1. ## Pythagorean problem

Hi, I'm studying geometry and I'm stuck with this problem.

The problem says

"Two points, A and B, are given in the plane (no figure). Describe the set of points for which $\displaystyle {AX}^2-{BX}^2$ is constant.

I am thinking that this triangle is isoceles and $\displaystyle AX^2 - BX^2 = 0$
but it sounds too easy of an answer maybe someone can explain this to me in terms of a geometric theory or whatever.
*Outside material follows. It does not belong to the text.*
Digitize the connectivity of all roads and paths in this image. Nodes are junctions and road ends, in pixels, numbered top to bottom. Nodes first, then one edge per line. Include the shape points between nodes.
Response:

Please explain with some reference to something..

Thanks!

2. Hello, stonedcarli!

Two points, $\displaystyle A$ and $\displaystyle B$, are given in the plane (no figure).
Describe the set of points for which $\displaystyle {AX}^2-{BX}^2$ is constant.

I assume the following:

. . We want the locus of a point $\displaystyle X(x,y)$

. . The given points are: .$\displaystyle A(a_1,a_2)$ and $\displaystyle B(b_1,b_2)$

. . $\displaystyle AX$ and $\displaystyle BX$ are distances.
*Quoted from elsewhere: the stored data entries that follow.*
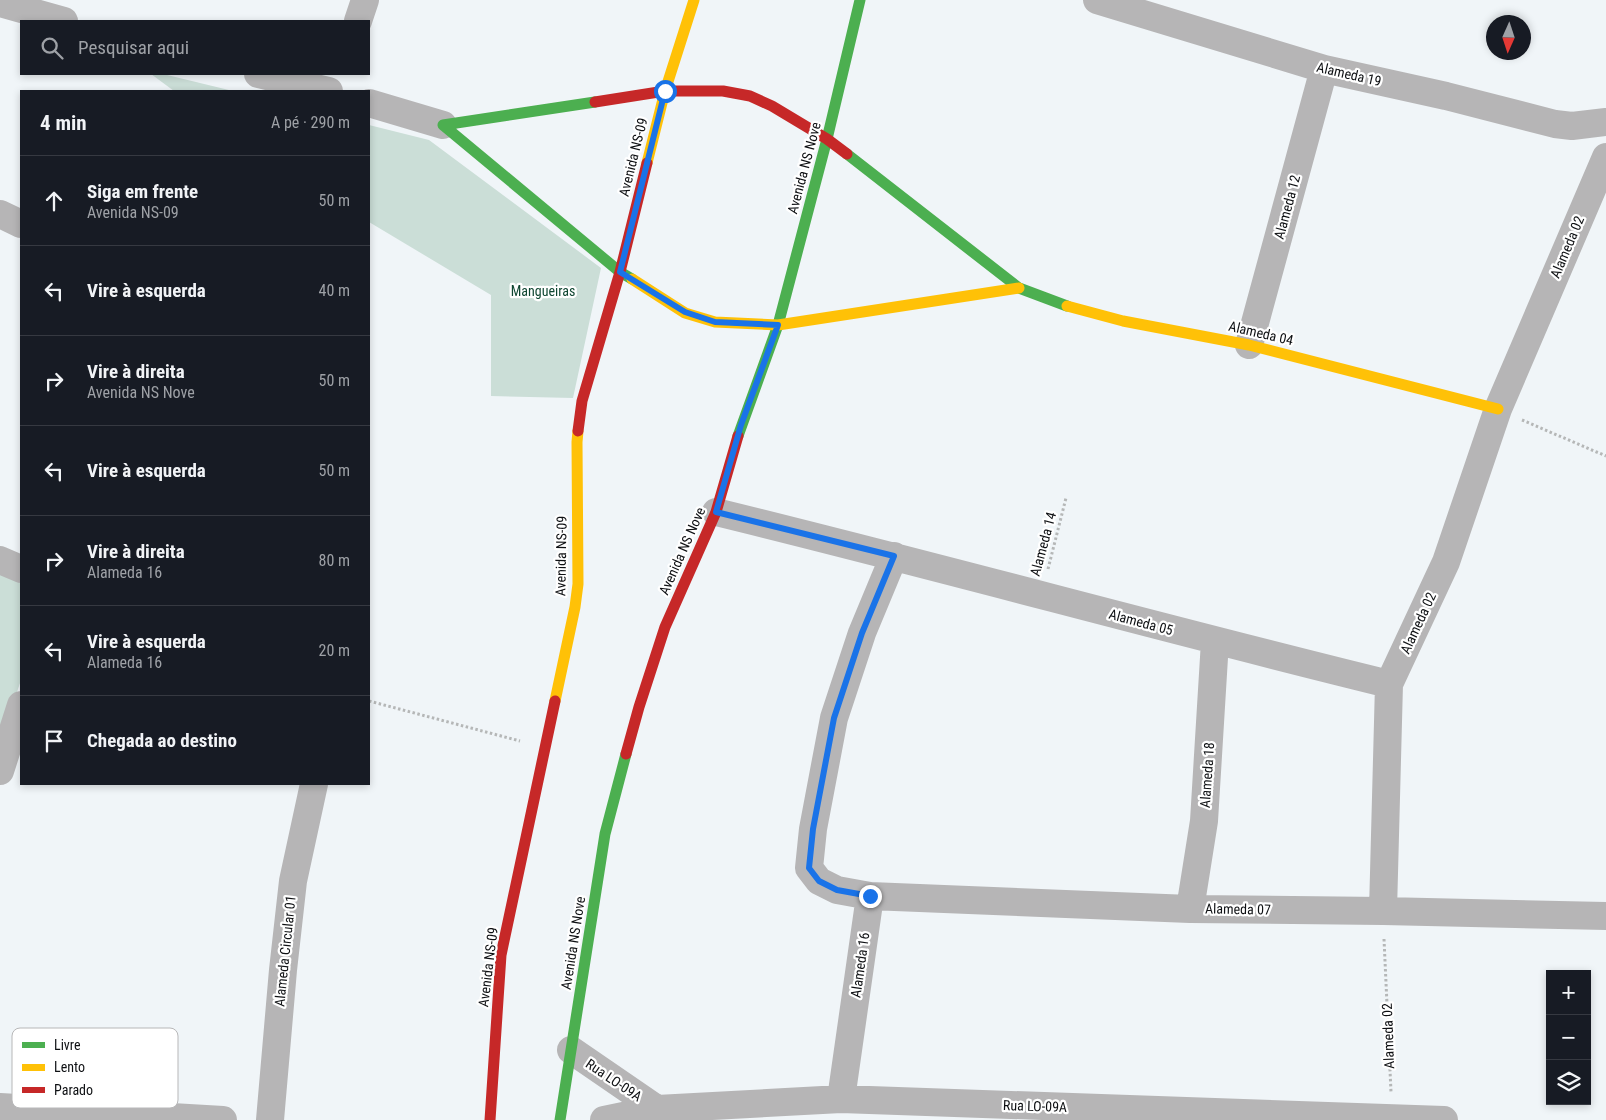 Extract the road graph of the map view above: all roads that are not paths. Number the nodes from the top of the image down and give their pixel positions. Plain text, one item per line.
1 (365, 0) edge
2 (694, 0) edge
3 (860, 0) edge
4 (1097, 0) edge
5 (0, 3) edge
6 (60, 20) edge
7 (358, 20) edge
8 (1324, 69) junction
9 (262, 75) edge
10 (339, 75) edge
11 (325, 90) edge
12 (333, 90) edge
13 (665, 91) junction
14 (370, 103) edge
15 (1606, 122) edge
16 (443, 125) junction
17 (827, 139) junction
18 (1606, 157) edge
19 (0, 214) edge
20 (20, 224) edge
21 (620, 272) junction
22 (1019, 288) junction
23 (778, 325) junction
24 (1249, 345) junction
25 (1498, 409) junction
26 (716, 512) junction
27 (894, 556) junction
28 (0, 560) edge
29 (20, 569) edge
30 (1215, 641) junction
31 (1389, 684) junction
32 (20, 708) edge
33 (0, 771) edge
34 (314, 785) edge
35 (870, 896) junction
36 (1190, 908) junction
37 (1383, 911) junction
38 (1606, 916) edge
39 (571, 1050) junction
40 (841, 1099) junction
41 (17, 1108) edge
42 (657, 1110) junction
43 (223, 1120) edge
44 (270, 1120) edge
45 (490, 1120) edge
46 (560, 1120) edge
47 (604, 1120) edge
48 (1444, 1120) edge

1 - 7 street
2 - 13 street, Avenida NS-09
3 - 17 street, Avenida NS Nove
4 - 8 street, Alameda 19
5 - 6 street
8 - 15 street, Alameda 19
8 - 24 street, Alameda 12
9 - 11 street
10 - 12 street
13 - 16 street
13 - 17 street
13 - 21 street, Avenida NS-09
14 - 16 street
16 - 21 street
17 - 22 street
17 - 23 street, Avenida NS Nove
18 - 25 street, Alameda 02
19 - 20 street
21 - 23 street
21 - 45 street, Avenida NS-09
22 - 23 street
22 - 24 street, Alameda 04
23 - 26 street, Avenida NS Nove
24 - 25 street, Alameda 04
25 - 31 street, Alameda 02
26 - 27 street, Alameda 05
26 - 39 street, Avenida NS Nove
27 - 30 street, Alameda 05
27 - 35 street
28 - 29 street
30 - 31 street, Alameda 05
30 - 36 street, Alameda 18
31 - 37 street, Alameda 02
32 - 33 street
34 - 44 street, Alameda Circular 01
35 - 36 street, Alameda 07
35 - 40 street, Alameda 16
36 - 37 street, Alameda 07
37 - 38 street, Alameda 07
39 - 42 street, Rua LO-09A
39 - 46 street, Avenida NS Nove
40 - 42 street, Rua LO-09A
40 - 48 street, Rua LO-09A
41 - 43 street
42 - 47 street, Rua LO-09A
We have: .$\displaystyle \begin{array}{ccc}AX^2 &=& (x-a_1)^2 + (y-a_2)^2 \\ \\[-4mm] BX^2 &=& (x-b_1)^2 + (y-b_2)^2 \end{array}$

Then: .$\displaystyle \bigg[(x-a_1)^2 + (y-a^2)^2\bigg] - \bigg[(x-b_1)^2 + (y - b_2)^2\bigg] \;=\;k$

. . $\displaystyle \bigg[x^2 - 2a_1x + a_1^2 + y^2 - 2a_2y + a_2^2\bigg] - \bigg[x^2 - 2b_1x + b_1^2 + y^2 - 2b_2y + b_2^2\bigg] \;=\;k$

. . $\displaystyle x^2 - 2a_1x + a_1^2 + y^2 - 2a_2y + a_2^2 - x^2 + 2b_1x - b_1^2 - y^2 + 2b_2y - b_2^2 \;=\;k$

. . $\displaystyle -2a_1x + 2b_1x - 2a_2y - 2b_2y +a_1^2 - b_1^2 - a_2^2 + b_2^2 \;=\;k$

. . $\displaystyle 2(b_1-a_1)x + 2(b_2-a_2)y \;=\;k -(a_1^2 - a_2^2) + (b_1^2 - b_2^2)$

The equation is of the form: .$\displaystyle Ax + By \:=\:C\quad\hdots\;\text{ a straight line}$